Elegant Threat—the story of people who wrangle aquatic fauna from the harrowing tides of the moon Shanama against a backdrop of imminent conflict with the mysterious Post-humans and sectarian strife within their own ranks—was envisioned by its author as the first of a triptych of stories that will eventually comprise a much longer novel. But this story herein—a novella of about thirty thousand words—is also complete, self-contained and will satisfy readers even if the other portions are never seen (though all readers of this one will certainly clamor for the rest and Bell likely shall feel obliged to produce it soon enough).
Bell has deployed an interesting and unexpected literary device in telling this story. Its subtitle, On the Demise of Captain Fantomas Patton-Guerrero and Loss of La Amenaza Elegente, gives the reader a big clue up front essentially how the story is going to end, as does the very first chapter’s final line: “…La Amenaza Elegente dropped toward the planet, beginning its descent toward the place that would soon become its grave.” As with an ancient Greek tragic play or a Shakespeare drama, we go into it knowing that Captain Fantomas and his ship are doomed but the fascination lies in seeing how and why this disaster unfolds.
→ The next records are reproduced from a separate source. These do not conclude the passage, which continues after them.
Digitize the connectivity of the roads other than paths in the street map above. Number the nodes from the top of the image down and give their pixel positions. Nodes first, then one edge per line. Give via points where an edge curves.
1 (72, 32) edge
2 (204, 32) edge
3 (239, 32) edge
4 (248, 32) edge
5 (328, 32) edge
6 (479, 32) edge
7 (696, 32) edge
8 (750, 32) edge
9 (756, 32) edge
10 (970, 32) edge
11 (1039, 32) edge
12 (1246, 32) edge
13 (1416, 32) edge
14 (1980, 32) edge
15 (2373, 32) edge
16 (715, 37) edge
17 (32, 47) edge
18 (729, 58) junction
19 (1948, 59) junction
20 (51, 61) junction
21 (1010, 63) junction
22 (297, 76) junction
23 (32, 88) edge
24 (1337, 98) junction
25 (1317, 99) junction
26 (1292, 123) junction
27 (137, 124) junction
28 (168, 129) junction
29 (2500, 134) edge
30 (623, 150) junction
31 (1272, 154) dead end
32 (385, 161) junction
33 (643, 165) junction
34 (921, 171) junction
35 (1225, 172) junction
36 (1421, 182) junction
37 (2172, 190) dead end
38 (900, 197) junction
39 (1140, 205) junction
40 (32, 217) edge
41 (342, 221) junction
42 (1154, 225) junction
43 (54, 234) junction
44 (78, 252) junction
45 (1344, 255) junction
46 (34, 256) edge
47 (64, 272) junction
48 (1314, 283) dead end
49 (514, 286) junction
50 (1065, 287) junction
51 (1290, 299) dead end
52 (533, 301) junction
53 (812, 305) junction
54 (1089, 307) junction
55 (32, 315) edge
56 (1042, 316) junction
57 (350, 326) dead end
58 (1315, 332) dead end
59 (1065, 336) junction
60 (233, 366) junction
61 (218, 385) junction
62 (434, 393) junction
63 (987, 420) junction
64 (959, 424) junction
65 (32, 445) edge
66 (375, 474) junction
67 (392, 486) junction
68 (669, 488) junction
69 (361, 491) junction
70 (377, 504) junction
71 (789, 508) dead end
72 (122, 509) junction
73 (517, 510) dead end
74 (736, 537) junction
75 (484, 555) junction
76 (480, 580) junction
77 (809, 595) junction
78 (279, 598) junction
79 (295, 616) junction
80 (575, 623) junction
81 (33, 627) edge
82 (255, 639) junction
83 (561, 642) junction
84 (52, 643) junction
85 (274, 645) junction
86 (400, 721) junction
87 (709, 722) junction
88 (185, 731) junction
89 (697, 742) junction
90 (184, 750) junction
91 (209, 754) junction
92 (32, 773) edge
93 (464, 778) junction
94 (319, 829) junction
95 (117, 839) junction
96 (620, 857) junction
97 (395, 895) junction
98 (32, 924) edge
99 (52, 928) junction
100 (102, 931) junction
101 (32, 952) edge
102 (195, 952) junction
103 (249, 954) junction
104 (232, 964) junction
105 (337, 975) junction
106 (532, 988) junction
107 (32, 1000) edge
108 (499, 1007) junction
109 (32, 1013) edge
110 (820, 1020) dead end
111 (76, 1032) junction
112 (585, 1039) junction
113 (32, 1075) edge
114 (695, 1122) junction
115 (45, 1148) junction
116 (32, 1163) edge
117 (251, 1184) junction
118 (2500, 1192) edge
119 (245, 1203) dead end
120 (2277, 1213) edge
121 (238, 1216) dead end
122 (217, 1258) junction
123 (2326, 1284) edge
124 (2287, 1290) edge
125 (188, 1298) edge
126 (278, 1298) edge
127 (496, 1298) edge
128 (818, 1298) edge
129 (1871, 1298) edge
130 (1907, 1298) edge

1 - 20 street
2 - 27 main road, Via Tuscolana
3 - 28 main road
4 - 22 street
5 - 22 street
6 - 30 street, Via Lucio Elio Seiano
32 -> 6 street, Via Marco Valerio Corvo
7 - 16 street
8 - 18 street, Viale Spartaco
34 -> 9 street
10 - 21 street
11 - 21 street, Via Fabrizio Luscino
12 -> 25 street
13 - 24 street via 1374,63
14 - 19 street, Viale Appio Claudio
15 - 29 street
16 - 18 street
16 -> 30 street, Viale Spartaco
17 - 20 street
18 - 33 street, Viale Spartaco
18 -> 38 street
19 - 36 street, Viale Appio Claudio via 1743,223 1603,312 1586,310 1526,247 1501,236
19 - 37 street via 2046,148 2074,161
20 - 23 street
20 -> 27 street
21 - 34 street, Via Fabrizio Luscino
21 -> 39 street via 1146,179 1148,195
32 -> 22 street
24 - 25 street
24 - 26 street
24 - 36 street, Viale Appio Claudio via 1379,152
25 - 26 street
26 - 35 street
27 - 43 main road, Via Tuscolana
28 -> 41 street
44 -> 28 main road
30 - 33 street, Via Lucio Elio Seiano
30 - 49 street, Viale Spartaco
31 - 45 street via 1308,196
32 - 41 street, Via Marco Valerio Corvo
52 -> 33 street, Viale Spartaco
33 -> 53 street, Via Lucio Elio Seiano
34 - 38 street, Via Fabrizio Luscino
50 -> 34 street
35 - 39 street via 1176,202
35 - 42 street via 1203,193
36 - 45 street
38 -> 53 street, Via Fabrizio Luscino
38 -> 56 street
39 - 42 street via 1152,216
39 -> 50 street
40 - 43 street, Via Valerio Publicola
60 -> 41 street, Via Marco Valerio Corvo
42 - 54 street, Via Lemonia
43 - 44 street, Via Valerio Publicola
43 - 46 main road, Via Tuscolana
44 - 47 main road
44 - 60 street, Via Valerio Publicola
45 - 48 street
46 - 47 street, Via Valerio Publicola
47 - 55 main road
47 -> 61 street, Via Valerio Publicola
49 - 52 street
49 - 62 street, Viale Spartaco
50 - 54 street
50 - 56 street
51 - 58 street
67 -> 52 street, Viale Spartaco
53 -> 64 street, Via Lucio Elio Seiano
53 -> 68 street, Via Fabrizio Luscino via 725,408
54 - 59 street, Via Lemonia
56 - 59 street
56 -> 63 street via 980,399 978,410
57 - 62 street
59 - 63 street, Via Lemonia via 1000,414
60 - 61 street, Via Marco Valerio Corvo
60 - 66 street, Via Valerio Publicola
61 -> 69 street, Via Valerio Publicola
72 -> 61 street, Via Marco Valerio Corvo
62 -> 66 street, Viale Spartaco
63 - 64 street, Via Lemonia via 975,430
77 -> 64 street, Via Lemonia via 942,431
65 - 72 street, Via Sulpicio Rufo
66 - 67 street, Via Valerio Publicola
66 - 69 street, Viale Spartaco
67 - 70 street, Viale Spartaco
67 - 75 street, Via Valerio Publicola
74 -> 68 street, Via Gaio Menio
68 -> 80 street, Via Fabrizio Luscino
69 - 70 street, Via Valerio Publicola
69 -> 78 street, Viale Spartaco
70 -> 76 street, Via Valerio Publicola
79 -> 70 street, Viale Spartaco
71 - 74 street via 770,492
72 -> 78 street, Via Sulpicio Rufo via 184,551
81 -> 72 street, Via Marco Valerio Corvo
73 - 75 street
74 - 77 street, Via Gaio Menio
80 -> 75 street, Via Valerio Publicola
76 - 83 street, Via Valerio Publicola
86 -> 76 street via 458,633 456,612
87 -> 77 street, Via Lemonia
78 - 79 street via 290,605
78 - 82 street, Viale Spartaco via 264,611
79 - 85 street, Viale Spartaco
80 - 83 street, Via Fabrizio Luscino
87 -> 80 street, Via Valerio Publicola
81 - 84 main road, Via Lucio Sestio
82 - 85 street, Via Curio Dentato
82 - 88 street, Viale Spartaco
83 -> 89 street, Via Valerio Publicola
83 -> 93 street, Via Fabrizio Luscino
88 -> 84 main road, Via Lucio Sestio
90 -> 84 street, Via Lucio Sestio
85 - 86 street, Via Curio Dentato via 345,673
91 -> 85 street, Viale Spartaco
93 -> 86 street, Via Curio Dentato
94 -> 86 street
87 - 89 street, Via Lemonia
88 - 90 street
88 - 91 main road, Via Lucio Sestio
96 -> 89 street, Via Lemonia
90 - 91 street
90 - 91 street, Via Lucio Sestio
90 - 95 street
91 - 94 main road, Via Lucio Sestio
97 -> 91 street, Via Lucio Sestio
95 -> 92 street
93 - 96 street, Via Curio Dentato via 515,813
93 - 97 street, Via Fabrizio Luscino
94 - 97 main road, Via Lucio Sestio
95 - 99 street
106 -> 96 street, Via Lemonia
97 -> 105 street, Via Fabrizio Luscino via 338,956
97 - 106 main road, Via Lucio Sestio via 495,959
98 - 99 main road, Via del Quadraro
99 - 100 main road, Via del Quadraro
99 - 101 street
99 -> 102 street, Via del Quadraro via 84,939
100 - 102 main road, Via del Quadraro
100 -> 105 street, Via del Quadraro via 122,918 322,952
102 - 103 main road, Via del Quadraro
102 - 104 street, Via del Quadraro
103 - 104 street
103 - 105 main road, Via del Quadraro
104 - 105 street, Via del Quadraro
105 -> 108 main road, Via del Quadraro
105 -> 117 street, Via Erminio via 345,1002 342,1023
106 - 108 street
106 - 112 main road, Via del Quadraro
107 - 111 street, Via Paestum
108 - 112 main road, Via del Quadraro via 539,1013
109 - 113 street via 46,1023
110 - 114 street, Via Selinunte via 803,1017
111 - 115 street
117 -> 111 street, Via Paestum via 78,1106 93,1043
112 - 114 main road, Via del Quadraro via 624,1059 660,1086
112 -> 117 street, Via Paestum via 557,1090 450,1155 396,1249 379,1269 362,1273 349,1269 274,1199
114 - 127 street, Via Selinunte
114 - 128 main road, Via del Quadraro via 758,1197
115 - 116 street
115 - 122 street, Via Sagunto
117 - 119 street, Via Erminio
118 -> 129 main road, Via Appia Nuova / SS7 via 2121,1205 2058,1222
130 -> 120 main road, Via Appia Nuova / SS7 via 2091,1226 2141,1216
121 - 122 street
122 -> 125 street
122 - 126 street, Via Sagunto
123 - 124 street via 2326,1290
And even though the ending is foretold from the earliest pages, the reader will not see coming the stunning sequence of events that bring about that ending. This way of telling the story, as if it is a recounting of an event that the reader may have heard of before, adds an alluring patina of history to it. But what really makes this story and this way of telling it succeed is the way that Bell draws such lovely, nuanced characters and makes the reader really care about them enough to hope that maybe somehow, against all odds, they will still avert tragedy even though we already know that the Amenaza is not going home again.
Now, without further delay, please visit spectacular, deadly Shanama and witness the fate of La Amenaza Elegente.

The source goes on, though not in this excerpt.